This weekend sees the vivid colors of the Holi Festival in India explode into life once more – a spectacular two week Hindi celebration that marks the triumph of good over evil. Beginning with a series of bonfires lit up across the nation on Holika Dahan, the eve of the Holi Festival, the real action kicks off the day after as revelers take to the streets in an orgy of dancing, singing and colored powder being thrown everywhere.
One of the more entertaining Indian festivals, the practice of throwing colors around originates from the story of a young Krishna who, jealous of the fair complexion of his lover Rahdna, decided to mischievously smear paint on to her face.

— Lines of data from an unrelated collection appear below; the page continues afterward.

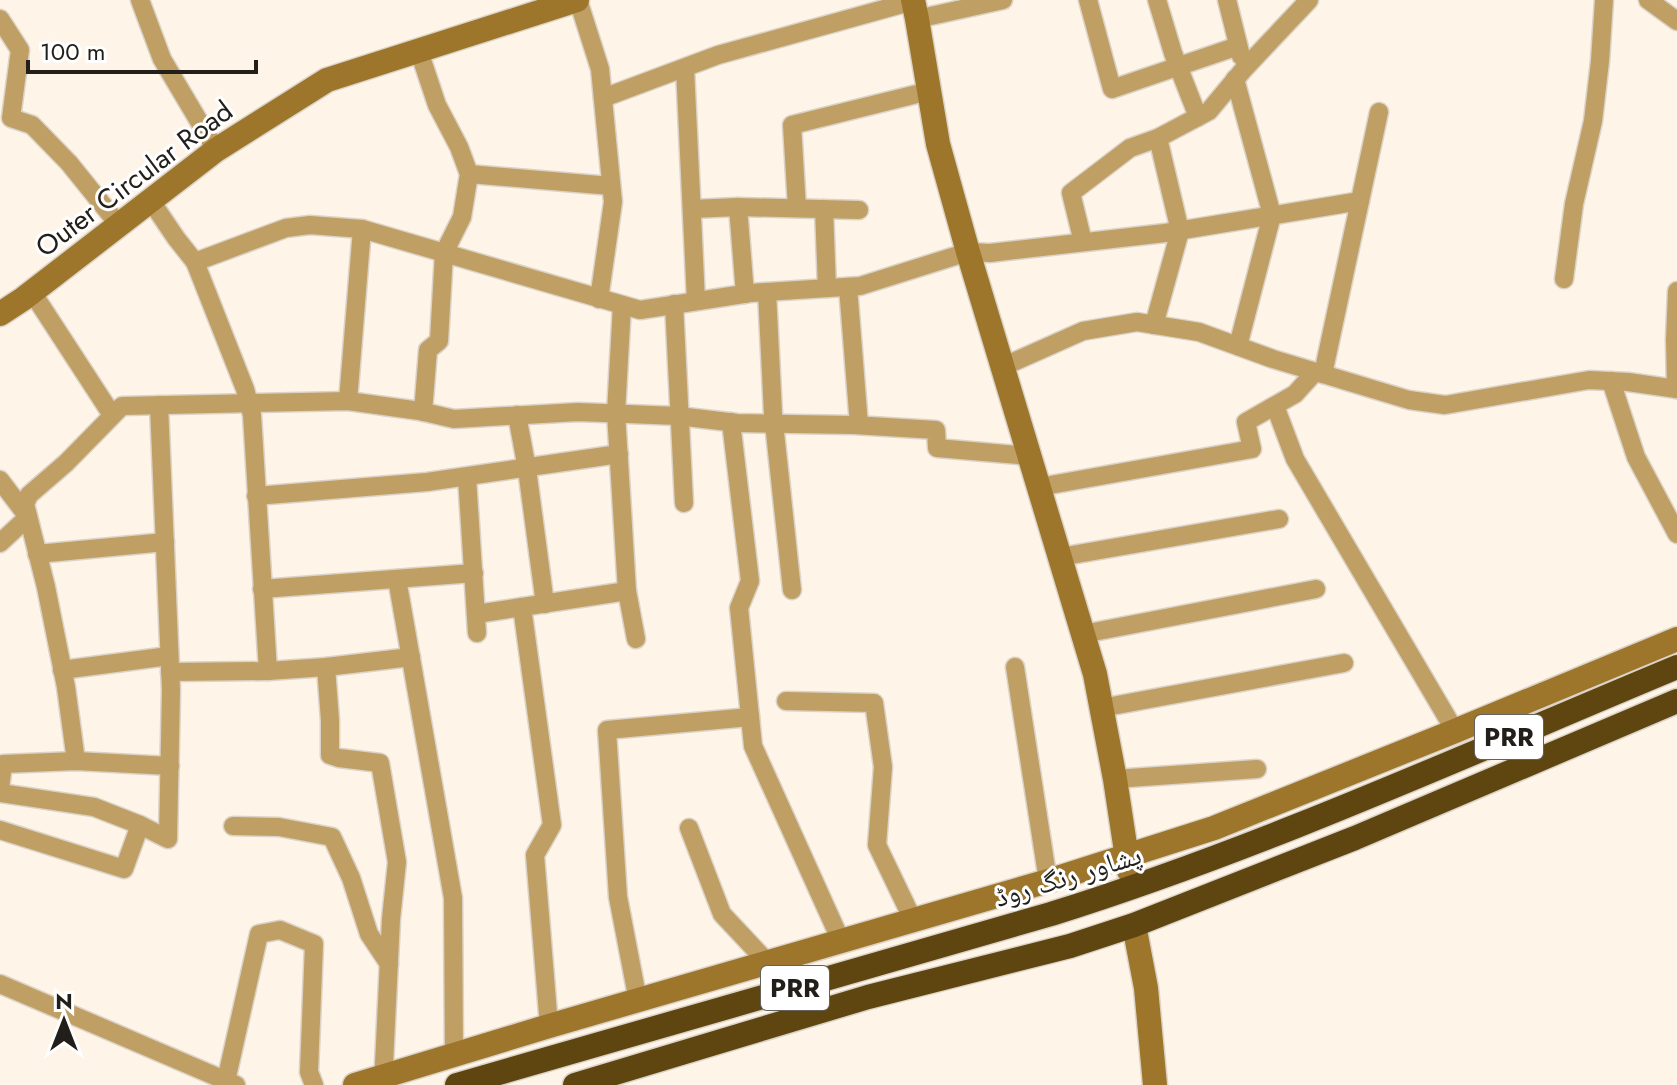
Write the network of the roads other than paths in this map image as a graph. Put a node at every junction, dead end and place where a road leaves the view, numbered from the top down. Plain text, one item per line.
1 (140, 0) edge
2 (577, 0) edge
3 (1003, 0) edge
4 (1088, 0) edge
5 (1157, 0) edge
6 (1227, 0) edge
7 (1309, 0) edge
8 (1604, 0) edge
9 (1648, 0) edge
10 (914, 7) edge
11 (0, 19) edge
12 (1677, 21) edge
13 (1238, 46) junction
14 (419, 51) junction
15 (1178, 66) junction
16 (685, 68) junction
17 (9, 72) edge
18 (1239, 74) junction
19 (929, 91) junction
20 (603, 98) junction
21 (1379, 112) dead end
22 (1198, 117) junction
23 (1158, 138) junction
24 (216, 150) junction
25 (469, 174) junction
26 (611, 186) junction
27 (151, 201) junction
28 (1360, 201) junction
29 (738, 207) junction
30 (797, 208) junction
31 (692, 209) junction
32 (824, 209) junction
33 (859, 210) dead end
34 (1272, 215) junction
35 (119, 225) junction
36 (362, 229) junction
37 (1180, 231) junction
38 (1083, 242) junction
39 (968, 252) junction
40 (444, 253) junction
41 (195, 262) junction
42 (1564, 279) dead end
43 (848, 287) junction
44 (827, 288) junction
45 (1677, 291) edge
46 (32, 292) junction
47 (767, 292) junction
48 (745, 294) junction
49 (599, 299) junction
50 (696, 301) junction
51 (674, 304) junction
52 (622, 305) junction
53 (0, 314) edge
54 (1154, 325) junction
55 (1238, 346) junction
56 (1002, 367) junction
57 (1319, 373) junction
58 (1611, 381) junction
59 (1676, 389) edge
60 (348, 401) junction
61 (249, 403) junction
62 (159, 405) junction
63 (1275, 406) junction
64 (423, 412) junction
65 (616, 413) junction
66 (112, 415) junction
67 (517, 415) junction
68 (678, 416) junction
69 (731, 422) junction
70 (774, 424) junction
71 (859, 425) junction
72 (619, 454) junction
73 (1029, 456) junction
74 (527, 469) junction
75 (467, 477) junction
76 (0, 480) edge
77 (1039, 487) junction
78 (256, 496) junction
79 (684, 503) dead end
80 (28, 517) junction
81 (1279, 519) dead end
82 (1677, 534) edge
83 (165, 542) junction
84 (0, 543) edge
85 (37, 554) junction
86 (1060, 557) junction
87 (474, 573) junction
88 (397, 579) junction
89 (262, 589) junction
90 (1316, 589) dead end
91 (792, 590) dead end
92 (627, 591) junction
93 (545, 604) junction
94 (522, 607) junction
95 (1083, 634) junction
96 (636, 639) dead end
97 (1677, 639) edge
98 (411, 657) junction
99 (1344, 663) dead end
100 (170, 664) junction
101 (326, 667) junction
102 (1015, 667) dead end
103 (1677, 667) edge
104 (62, 670) junction
105 (268, 671) junction
106 (786, 701) dead end
107 (1677, 701) edge
108 (1101, 708) junction
109 (750, 717) junction
110 (1455, 731) junction
111 (76, 761) junction
112 (170, 766) junction
113 (1257, 769) dead end
114 (1115, 779) junction
115 (0, 791) edge
116 (140, 825) junction
117 (233, 826) dead end
118 (689, 828) dead end
119 (1, 836) edge
120 (1127, 857) junction
121 (1048, 881) junction
122 (1132, 889) junction
123 (913, 920) junction
124 (1134, 925) junction
125 (841, 941) junction
126 (768, 963) junction
127 (389, 964) junction
128 (0, 984) edge
129 (638, 1001) junction
130 (549, 1026) junction
131 (454, 1056) junction
132 (383, 1081) edge
133 (231, 1083) edge
134 (314, 1085) edge
135 (355, 1085) edge
136 (457, 1085) edge
137 (575, 1085) edge
138 (1155, 1085) edge

1 - 24 street
2 - 14 street, Outer Circular Road
2 - 20 street
3 - 10 street
4 - 15 street
5 - 15 street
6 - 13 street
7 - 18 street
8 - 42 street
9 - 12 street
10 - 16 street
10 - 19 street
11 - 17 street
13 - 15 street
13 - 18 street
14 - 24 street, Outer Circular Road
14 - 25 street
15 - 22 street
16 - 20 street
16 - 31 street
17 - 35 street
18 - 22 street
18 - 34 street
19 - 30 street
19 - 39 street
20 - 26 street
21 - 28 street
22 - 23 street
23 - 37 street
23 - 38 street
24 - 27 street, Outer Circular Road
25 - 26 street
25 - 40 street
26 - 49 street
27 - 35 street, Outer Circular Road
27 - 41 street
28 - 34 street
28 - 57 street
29 - 30 street
29 - 31 street
29 - 48 street
30 - 32 street
31 - 50 street
32 - 33 street
32 - 44 street
34 - 37 street
34 - 55 street
35 - 46 street, Outer Circular Road
36 - 40 street
36 - 41 street
36 - 60 street
37 - 38 street
37 - 54 street
38 - 39 street
39 - 43 street
39 - 56 street
40 - 49 street
40 - 64 street
41 - 61 street
43 - 44 street
43 - 71 street
44 - 47 street
45 - 59 street
46 - 53 street, Outer Circular Road
46 - 66 street
47 - 48 street
47 - 70 street
48 - 50 street
49 - 52 street
50 - 51 street
51 - 52 street
51 - 68 street
52 - 65 street
54 - 55 street
54 - 56 street
55 - 57 street
56 - 73 street
57 - 58 street
57 - 63 street
58 - 59 street
58 - 82 street
60 - 61 street
60 - 64 street
61 - 62 street
61 - 78 street
62 - 66 street
62 - 83 street
63 - 77 street
63 - 110 street
64 - 67 street
65 - 67 street
65 - 68 street
65 - 72 street
66 - 80 street
67 - 74 street
68 - 69 street
68 - 79 street
69 - 70 street
69 - 109 street
70 - 71 street
70 - 91 street
71 - 73 street
72 - 74 street
72 - 92 street
73 - 77 street
74 - 75 street
74 - 93 street
75 - 78 street
75 - 87 street
76 - 80 street
77 - 86 street
78 - 89 street
80 - 84 street
80 - 85 street
81 - 86 street
83 - 85 street
83 - 100 street
85 - 104 street
86 - 95 street
87 - 88 street
87 - 94 street
88 - 89 street
88 - 98 street
89 - 105 street
90 - 95 street
92 - 93 street
92 - 96 street
93 - 94 street
94 - 130 street
95 - 108 street
97 - 110 street
98 - 101 street
98 - 131 street
99 - 108 street
100 - 104 street
100 - 105 street
100 - 112 street
101 - 105 street
101 - 127 street
102 - 121 street
103 - 122 highway, پشاور رنگ روڈ / PRR
104 - 111 street
106 - 123 street
107 - 124 highway, PRR
108 - 114 street
109 - 125 street
109 - 129 street
110 - 120 street
111 - 112 street
111 - 115 street
112 - 116 street
113 - 114 street
114 - 120 street
115 - 116 street
116 - 119 street
117 - 127 street
118 - 126 street
120 - 121 street
120 - 122 street
121 - 123 street
122 - 136 highway, پشاور رنگ روڈ / PRR
123 - 125 street
124 - 137 highway, PRR
124 - 138 street
125 - 126 street
126 - 129 street
127 - 132 street
128 - 133 street
129 - 130 street
130 - 131 street
131 - 132 street
132 - 135 street
133 - 134 street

Travelers looking to join in the festivities might want to head down to Mathura, Krishna’s birthplace, or Vrindavan in Uttar Pradesh, where the festival is most eagerly embraced. Thousands of revelers are expected to attend the highly anticipated event.
Another great place to witness the spectacle of Holi is in Varanasi, Hinduism’s holiest city, which is notoriously lively during the celebrations. As a foreigner, you can expect to receive extra special attention from the hundreds of enthusiastic revelers spraying paint and colored liquid from their water pistols – just make sure you are not wearing your Sunday best to the festivities!
Nihangs, or Sikh warriors, apply coloured powder to each other during celebrations of "Hola Mohalla" at Anandpur Sahib in the northern Indian state of Punjab March 11, 2009. "Hola Mohalla" or the festival of Nihangs is celebrated during the Hindu religious festival of Holi, marking the congregation of Sikh devotees from all over the country
Holi is also celebrated with fanaticism in Kathmandu, the capital of Nepal, which sees some of the biggest celebrations of all and is traditionally one of the most exciting of destinations to indulge. If you do plan to enjoy the celebrations, be warned – you can bank on having a wild time and getting very wet and extremely messy – have fun!